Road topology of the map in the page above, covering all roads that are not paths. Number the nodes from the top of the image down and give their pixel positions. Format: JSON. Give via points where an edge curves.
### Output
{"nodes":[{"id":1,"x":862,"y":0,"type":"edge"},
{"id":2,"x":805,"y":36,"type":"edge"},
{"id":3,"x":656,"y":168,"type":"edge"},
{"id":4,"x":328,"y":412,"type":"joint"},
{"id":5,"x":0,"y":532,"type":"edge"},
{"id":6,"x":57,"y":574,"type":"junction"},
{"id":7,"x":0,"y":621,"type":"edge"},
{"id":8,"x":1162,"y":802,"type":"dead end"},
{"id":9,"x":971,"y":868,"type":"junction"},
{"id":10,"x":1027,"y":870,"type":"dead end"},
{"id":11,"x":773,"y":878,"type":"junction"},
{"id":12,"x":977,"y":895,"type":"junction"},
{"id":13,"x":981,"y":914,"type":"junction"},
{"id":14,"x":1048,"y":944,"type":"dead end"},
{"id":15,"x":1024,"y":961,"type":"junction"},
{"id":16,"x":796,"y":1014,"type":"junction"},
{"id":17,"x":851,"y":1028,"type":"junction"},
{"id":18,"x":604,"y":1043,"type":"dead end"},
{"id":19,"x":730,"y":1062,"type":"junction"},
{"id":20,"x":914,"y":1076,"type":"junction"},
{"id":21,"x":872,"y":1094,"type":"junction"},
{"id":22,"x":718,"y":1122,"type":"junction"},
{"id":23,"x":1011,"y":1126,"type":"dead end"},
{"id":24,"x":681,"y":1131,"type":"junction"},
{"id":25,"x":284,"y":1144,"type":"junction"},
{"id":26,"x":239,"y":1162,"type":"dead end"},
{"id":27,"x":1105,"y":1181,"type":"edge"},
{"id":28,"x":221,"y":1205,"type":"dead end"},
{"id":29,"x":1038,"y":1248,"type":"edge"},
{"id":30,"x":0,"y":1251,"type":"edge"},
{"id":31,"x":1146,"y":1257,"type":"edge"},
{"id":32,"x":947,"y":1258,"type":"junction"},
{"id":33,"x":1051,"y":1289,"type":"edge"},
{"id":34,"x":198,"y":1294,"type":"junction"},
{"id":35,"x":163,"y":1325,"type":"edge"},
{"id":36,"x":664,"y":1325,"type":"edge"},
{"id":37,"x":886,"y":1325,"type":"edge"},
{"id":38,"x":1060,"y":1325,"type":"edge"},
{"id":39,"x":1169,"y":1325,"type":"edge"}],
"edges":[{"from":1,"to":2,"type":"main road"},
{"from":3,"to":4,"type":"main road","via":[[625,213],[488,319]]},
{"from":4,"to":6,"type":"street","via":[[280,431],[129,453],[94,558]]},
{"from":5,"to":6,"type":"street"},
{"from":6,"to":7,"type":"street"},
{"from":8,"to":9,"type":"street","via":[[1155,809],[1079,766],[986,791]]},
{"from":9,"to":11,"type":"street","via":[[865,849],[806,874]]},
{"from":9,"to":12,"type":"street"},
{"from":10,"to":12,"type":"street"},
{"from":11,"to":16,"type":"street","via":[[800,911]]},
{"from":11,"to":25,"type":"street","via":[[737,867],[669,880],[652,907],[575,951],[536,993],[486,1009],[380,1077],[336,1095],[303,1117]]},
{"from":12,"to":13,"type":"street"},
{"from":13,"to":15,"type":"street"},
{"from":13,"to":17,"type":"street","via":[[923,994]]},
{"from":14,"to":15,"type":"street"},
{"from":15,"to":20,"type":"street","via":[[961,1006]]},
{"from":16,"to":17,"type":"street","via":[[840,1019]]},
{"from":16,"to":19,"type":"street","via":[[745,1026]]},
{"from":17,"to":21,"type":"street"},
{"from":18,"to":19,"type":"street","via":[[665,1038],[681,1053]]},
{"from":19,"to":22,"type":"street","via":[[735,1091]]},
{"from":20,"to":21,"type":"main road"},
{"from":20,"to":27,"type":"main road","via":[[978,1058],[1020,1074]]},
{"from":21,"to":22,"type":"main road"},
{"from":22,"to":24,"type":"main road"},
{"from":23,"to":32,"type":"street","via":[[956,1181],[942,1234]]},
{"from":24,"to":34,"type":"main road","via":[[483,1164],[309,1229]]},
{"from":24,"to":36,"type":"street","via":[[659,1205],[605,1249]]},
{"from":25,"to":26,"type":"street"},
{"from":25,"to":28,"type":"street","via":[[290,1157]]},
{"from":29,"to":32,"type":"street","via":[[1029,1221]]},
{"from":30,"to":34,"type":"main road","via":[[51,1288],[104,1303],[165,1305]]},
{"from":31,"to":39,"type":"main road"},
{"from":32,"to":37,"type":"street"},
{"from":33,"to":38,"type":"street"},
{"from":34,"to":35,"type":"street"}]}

━━━━━━━━━━━━━━━━

◆ **PROBLEM REQUIREMENTS**:
Give back each record exactly, from the first line through the last.

◆ **TASK ANSWER**:
Road topology of the map in the page above, covering all roads that are not paths. Number the nodes from the top of the image down and give their pixel positions. Format: JSON. Give via points where an edge curves.
### Output
{"nodes":[{"id":1,"x":862,"y":0,"type":"edge"},
{"id":2,"x":805,"y":36,"type":"edge"},
{"id":3,"x":656,"y":168,"type":"edge"},
{"id":4,"x":328,"y":412,"type":"joint"},
{"id":5,"x":0,"y":532,"type":"edge"},
{"id":6,"x":57,"y":574,"type":"junction"},
{"id":7,"x":0,"y":621,"type":"edge"},
{"id":8,"x":1162,"y":802,"type":"dead end"},
{"id":9,"x":971,"y":868,"type":"junction"},
{"id":10,"x":1027,"y":870,"type":"dead end"},
{"id":11,"x":773,"y":878,"type":"junction"},
{"id":12,"x":977,"y":895,"type":"junction"},
{"id":13,"x":981,"y":914,"type":"junction"},
{"id":14,"x":1048,"y":944,"type":"dead end"},
{"id":15,"x":1024,"y":961,"type":"junction"},
{"id":16,"x":796,"y":1014,"type":"junction"},
{"id":17,"x":851,"y":1028,"type":"junction"},
{"id":18,"x":604,"y":1043,"type":"dead end"},
{"id":19,"x":730,"y":1062,"type":"junction"},
{"id":20,"x":914,"y":1076,"type":"junction"},
{"id":21,"x":872,"y":1094,"type":"junction"},
{"id":22,"x":718,"y":1122,"type":"junction"},
{"id":23,"x":1011,"y":1126,"type":"dead end"},
{"id":24,"x":681,"y":1131,"type":"junction"},
{"id":25,"x":284,"y":1144,"type":"junction"},
{"id":26,"x":239,"y":1162,"type":"dead end"},
{"id":27,"x":1105,"y":1181,"type":"edge"},
{"id":28,"x":221,"y":1205,"type":"dead end"},
{"id":29,"x":1038,"y":1248,"type":"edge"},
{"id":30,"x":0,"y":1251,"type":"edge"},
{"id":31,"x":1146,"y":1257,"type":"edge"},
{"id":32,"x":947,"y":1258,"type":"junction"},
{"id":33,"x":1051,"y":1289,"type":"edge"},
{"id":34,"x":198,"y":1294,"type":"junction"},
{"id":35,"x":163,"y":1325,"type":"edge"},
{"id":36,"x":664,"y":1325,"type":"edge"},
{"id":37,"x":886,"y":1325,"type":"edge"},
{"id":38,"x":1060,"y":1325,"type":"edge"},
{"id":39,"x":1169,"y":1325,"type":"edge"}],
"edges":[{"from":1,"to":2,"type":"main road"},
{"from":3,"to":4,"type":"main road","via":[[625,213],[488,319]]},
{"from":4,"to":6,"type":"street","via":[[280,431],[129,453],[94,558]]},
{"from":5,"to":6,"type":"street"},
{"from":6,"to":7,"type":"street"},
{"from":8,"to":9,"type":"street","via":[[1155,809],[1079,766],[986,791]]},
{"from":9,"to":11,"type":"street","via":[[865,849],[806,874]]},
{"from":9,"to":12,"type":"street"},
{"from":10,"to":12,"type":"street"},
{"from":11,"to":16,"type":"street","via":[[800,911]]},
{"from":11,"to":25,"type":"street","via":[[737,867],[669,880],[652,907],[575,951],[536,993],[486,1009],[380,1077],[336,1095],[303,1117]]},
{"from":12,"to":13,"type":"street"},
{"from":13,"to":15,"type":"street"},
{"from":13,"to":17,"type":"street","via":[[923,994]]},
{"from":14,"to":15,"type":"street"},
{"from":15,"to":20,"type":"street","via":[[961,1006]]},
{"from":16,"to":17,"type":"street","via":[[840,1019]]},
{"from":16,"to":19,"type":"street","via":[[745,1026]]},
{"from":17,"to":21,"type":"street"},
{"from":18,"to":19,"type":"street","via":[[665,1038],[681,1053]]},
{"from":19,"to":22,"type":"street","via":[[735,1091]]},
{"from":20,"to":21,"type":"main road"},
{"from":20,"to":27,"type":"main road","via":[[978,1058],[1020,1074]]},
{"from":21,"to":22,"type":"main road"},
{"from":22,"to":24,"type":"main road"},
{"from":23,"to":32,"type":"street","via":[[956,1181],[942,1234]]},
{"from":24,"to":34,"type":"main road","via":[[483,1164],[309,1229]]},
{"from":24,"to":36,"type":"street","via":[[659,1205],[605,1249]]},
{"from":25,"to":26,"type":"street"},
{"from":25,"to":28,"type":"street","via":[[290,1157]]},
{"from":29,"to":32,"type":"street","via":[[1029,1221]]},
{"from":30,"to":34,"type":"main road","via":[[51,1288],[104,1303],[165,1305]]},
{"from":31,"to":39,"type":"main road"},
{"from":32,"to":37,"type":"street"},
{"from":33,"to":38,"type":"street"},
{"from":34,"to":35,"type":"street"}]}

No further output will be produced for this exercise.